# BØK 3430 Fundamentals of Accounting and Finance

## BØK 3430 Fundamentals of Accounting and Finance

The aim of this first course in the field of managerial accounting is to give students basic elementary knowledge and skills, so that they can take part in discussions on managerial accounting problems, carry out simple managerial accounting analyses, make correct decisions in managerial accounting and communicate the results of the analyses in an understandable manner.

After having completed the course, the students shall be capable of explaining concepts and give an account of important tools used in analyses of managerial accounting problems (tools include connections, methods, techniques, models, theories, etc. that are applied in the subject area).

- Examples of concepts that students must be able to explain: fixed costs, variable costs, sunk cost, present value, internal rate of return, alternative cost, income statement, gross margin, return on total assets, cash flow.
- Examples from the toolbox: Margin calculations, cost calculations, profit and loss account, liquidity budget, break-even turnover, ratios and deviation analyses, simple multi-period project analysis and measurement of profitability.

After completing the course, students should be able to:

- Apply acquired knowledge (i.e. concepts and tools) in analyzes and discussions of business economic issues,
- Distinguish between relevant and irrelevant information, and
- Give written answers to questions that enable the readers to understand the method used and the answer that emerges. Examples:
- When the tool is specified, be able to use the tool in a correct way.
- Based on simple situation descriptions, choose the right tool and use the tool correctly.
- Based on more unclear situation descriptions, be able to find relevant information, connect this with the right tool and use the tool correctly.

As the business economics toolbox is universally valid, the skill targets will also be relevant in international settings.
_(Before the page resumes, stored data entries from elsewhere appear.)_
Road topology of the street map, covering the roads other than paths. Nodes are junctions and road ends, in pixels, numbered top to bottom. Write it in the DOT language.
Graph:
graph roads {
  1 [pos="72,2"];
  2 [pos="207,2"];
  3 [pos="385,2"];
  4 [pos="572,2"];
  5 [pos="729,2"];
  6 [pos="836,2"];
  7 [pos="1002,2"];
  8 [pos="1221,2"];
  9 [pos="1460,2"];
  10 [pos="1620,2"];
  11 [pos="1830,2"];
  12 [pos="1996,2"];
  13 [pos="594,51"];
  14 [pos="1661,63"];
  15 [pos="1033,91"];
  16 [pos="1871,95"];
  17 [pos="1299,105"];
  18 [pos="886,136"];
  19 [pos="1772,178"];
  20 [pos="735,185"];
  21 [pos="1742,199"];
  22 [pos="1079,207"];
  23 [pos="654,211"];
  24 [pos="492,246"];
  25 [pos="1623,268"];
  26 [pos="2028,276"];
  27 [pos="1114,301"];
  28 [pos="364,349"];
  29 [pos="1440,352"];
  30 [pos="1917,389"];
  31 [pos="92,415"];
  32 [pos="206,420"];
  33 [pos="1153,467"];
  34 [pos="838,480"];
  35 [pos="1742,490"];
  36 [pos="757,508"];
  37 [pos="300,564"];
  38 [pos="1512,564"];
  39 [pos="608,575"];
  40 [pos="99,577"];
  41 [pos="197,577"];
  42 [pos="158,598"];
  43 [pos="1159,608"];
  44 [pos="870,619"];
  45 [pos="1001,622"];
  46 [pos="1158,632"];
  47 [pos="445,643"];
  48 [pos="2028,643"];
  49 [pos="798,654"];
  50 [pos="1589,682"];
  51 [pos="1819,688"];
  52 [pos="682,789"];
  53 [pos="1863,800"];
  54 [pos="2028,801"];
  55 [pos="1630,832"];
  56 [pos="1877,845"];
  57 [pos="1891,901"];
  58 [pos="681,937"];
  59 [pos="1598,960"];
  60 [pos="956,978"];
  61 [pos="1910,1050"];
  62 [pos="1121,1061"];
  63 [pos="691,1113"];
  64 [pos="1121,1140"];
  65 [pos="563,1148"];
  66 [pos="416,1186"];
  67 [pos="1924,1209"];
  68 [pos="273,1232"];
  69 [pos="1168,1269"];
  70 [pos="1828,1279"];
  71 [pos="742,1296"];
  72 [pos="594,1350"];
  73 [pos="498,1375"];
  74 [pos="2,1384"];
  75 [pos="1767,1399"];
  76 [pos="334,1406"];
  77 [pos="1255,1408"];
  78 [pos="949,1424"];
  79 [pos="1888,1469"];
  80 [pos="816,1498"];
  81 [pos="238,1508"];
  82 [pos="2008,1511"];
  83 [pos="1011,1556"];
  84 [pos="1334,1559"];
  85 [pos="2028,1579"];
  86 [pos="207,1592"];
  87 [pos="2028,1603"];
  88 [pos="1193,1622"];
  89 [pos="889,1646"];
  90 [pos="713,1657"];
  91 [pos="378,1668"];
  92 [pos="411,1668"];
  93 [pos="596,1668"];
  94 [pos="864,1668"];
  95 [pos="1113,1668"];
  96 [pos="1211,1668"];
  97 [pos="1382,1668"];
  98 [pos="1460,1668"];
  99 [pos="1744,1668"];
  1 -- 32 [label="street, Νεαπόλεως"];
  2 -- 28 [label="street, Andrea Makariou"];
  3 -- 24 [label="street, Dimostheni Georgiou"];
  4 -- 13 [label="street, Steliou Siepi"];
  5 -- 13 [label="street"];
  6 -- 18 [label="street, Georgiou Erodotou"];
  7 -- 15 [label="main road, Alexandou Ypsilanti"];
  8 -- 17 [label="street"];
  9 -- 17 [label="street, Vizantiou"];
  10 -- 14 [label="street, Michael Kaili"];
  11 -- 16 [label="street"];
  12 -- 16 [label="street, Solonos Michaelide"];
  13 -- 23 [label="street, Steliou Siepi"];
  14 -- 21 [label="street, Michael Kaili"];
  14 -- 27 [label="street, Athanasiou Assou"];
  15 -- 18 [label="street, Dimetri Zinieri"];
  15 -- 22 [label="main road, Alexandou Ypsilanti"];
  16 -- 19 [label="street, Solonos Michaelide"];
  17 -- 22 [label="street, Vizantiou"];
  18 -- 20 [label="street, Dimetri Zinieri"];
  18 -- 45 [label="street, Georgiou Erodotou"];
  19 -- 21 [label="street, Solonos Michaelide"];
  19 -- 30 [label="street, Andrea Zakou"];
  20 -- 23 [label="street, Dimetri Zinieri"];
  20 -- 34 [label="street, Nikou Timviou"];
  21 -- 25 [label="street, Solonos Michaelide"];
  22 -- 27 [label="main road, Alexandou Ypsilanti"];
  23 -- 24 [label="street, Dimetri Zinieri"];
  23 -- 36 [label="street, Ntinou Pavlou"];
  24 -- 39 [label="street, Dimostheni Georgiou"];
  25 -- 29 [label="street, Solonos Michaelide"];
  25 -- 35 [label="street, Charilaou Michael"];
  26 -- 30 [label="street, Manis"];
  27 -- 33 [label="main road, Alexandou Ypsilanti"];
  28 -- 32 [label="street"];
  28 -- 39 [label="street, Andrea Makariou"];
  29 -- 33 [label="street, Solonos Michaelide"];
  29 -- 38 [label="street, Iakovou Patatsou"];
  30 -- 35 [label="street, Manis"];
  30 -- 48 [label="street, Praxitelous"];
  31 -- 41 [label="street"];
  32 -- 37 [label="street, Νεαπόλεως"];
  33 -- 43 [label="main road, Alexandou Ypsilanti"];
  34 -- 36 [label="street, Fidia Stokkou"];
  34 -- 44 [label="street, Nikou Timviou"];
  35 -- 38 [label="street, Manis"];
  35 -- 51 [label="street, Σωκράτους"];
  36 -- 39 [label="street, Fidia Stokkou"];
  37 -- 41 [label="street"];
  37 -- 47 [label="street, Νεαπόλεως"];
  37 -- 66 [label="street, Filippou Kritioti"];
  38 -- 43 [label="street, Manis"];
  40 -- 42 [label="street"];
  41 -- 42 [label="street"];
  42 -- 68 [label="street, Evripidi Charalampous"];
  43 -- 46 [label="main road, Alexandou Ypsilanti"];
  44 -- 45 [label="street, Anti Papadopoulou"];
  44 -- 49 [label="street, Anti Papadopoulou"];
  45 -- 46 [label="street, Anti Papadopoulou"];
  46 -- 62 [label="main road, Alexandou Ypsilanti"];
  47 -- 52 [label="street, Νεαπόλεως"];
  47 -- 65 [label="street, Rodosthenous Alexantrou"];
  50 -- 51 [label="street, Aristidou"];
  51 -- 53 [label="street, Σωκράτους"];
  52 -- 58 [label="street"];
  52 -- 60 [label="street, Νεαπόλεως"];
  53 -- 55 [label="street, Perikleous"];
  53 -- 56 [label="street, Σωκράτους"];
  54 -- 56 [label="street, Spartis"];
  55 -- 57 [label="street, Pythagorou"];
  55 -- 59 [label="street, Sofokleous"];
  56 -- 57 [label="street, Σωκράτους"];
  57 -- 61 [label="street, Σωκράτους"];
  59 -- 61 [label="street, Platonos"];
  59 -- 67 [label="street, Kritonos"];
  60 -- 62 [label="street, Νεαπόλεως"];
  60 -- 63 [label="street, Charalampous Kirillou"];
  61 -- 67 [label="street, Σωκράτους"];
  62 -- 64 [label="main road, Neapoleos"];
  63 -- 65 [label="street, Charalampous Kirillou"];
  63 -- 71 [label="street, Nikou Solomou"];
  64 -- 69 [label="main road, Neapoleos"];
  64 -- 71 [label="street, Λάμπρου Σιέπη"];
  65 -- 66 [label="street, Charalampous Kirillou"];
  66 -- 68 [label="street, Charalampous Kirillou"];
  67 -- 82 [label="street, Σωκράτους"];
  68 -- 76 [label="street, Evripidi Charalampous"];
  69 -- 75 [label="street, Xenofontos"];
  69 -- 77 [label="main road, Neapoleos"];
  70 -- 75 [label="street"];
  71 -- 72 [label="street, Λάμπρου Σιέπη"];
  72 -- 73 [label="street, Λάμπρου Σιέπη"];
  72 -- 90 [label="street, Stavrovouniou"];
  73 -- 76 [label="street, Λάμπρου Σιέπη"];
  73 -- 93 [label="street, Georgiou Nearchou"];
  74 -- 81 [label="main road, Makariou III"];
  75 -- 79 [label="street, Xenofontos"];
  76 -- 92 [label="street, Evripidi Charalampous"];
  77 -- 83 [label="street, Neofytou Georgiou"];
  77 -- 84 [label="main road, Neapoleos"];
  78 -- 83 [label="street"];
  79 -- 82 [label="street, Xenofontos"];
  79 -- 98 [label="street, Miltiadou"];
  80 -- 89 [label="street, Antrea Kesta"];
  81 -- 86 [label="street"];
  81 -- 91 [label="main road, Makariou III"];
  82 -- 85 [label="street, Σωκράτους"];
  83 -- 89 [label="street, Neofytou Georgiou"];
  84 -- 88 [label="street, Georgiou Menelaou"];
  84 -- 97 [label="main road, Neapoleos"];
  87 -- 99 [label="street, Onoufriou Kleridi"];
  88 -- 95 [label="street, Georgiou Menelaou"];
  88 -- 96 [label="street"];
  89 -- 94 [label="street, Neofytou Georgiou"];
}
After completing the course, the students shall be able to ask critical questions and reflect on crucial assumptions and theories within the business economics field, and thus be able to contribute to profitable and sustainable business activity.

The course consists of three parts:

*Part 1: Accounting and budgeting*

- The financial accounts' main reports (the profit and loss account and the balance sheet)
- The balance equation (basic accounting relationships)
- Transactions (effect on profit and loss account and balance sheet)
- Basic accounting principles (including depreciation and accruals in general)
- Basic accounting analysis (liquidity, solvency, profitability and efficiency)
- The main budgets (profit, balance sheet and liquidity) and the relationship between them

*Part 2: Cost and income analysis*

- Cost theory (including variable and fixed costs, direct and indirect costs)
- Cost allocation (including cost object, cost center and additional calculation)
- Calculation (including self-cost, contribution and ABC calculations)
- Zero point analyzes (including safety margin)
- Short-term decision problems (including special orders, campaigns, outsourcing and cost/income relevance)

*Part 3: Finance: Analysis of investment projects*

- Cash flow budgeting (including working capital requirements)
- Time value of money (future value, present value and the importance of interest-interest effects)
- Effective interest calculation and measurement of return on investments (internal rate of return)
- Measuring profitability in investment projects (net present value)

The course is carried out both as part of a full-time study and as part of an online study.

*Completion as a full-time study*

As part of a full-time study, the course is carried out through a combination of lectures, lecturer-led assignment review, digital learning elements (mandatory work requirements and voluntary practice assignments) and self-study (reading literature and solving assignments).

As regards the mandatory work requirements, the time consumption per work requirement will depend on how much the students have worked on the syllabus before the work requirement is made available. Some of the work requirements may require a significant effort if the students are not up to date with the progress plan for the course.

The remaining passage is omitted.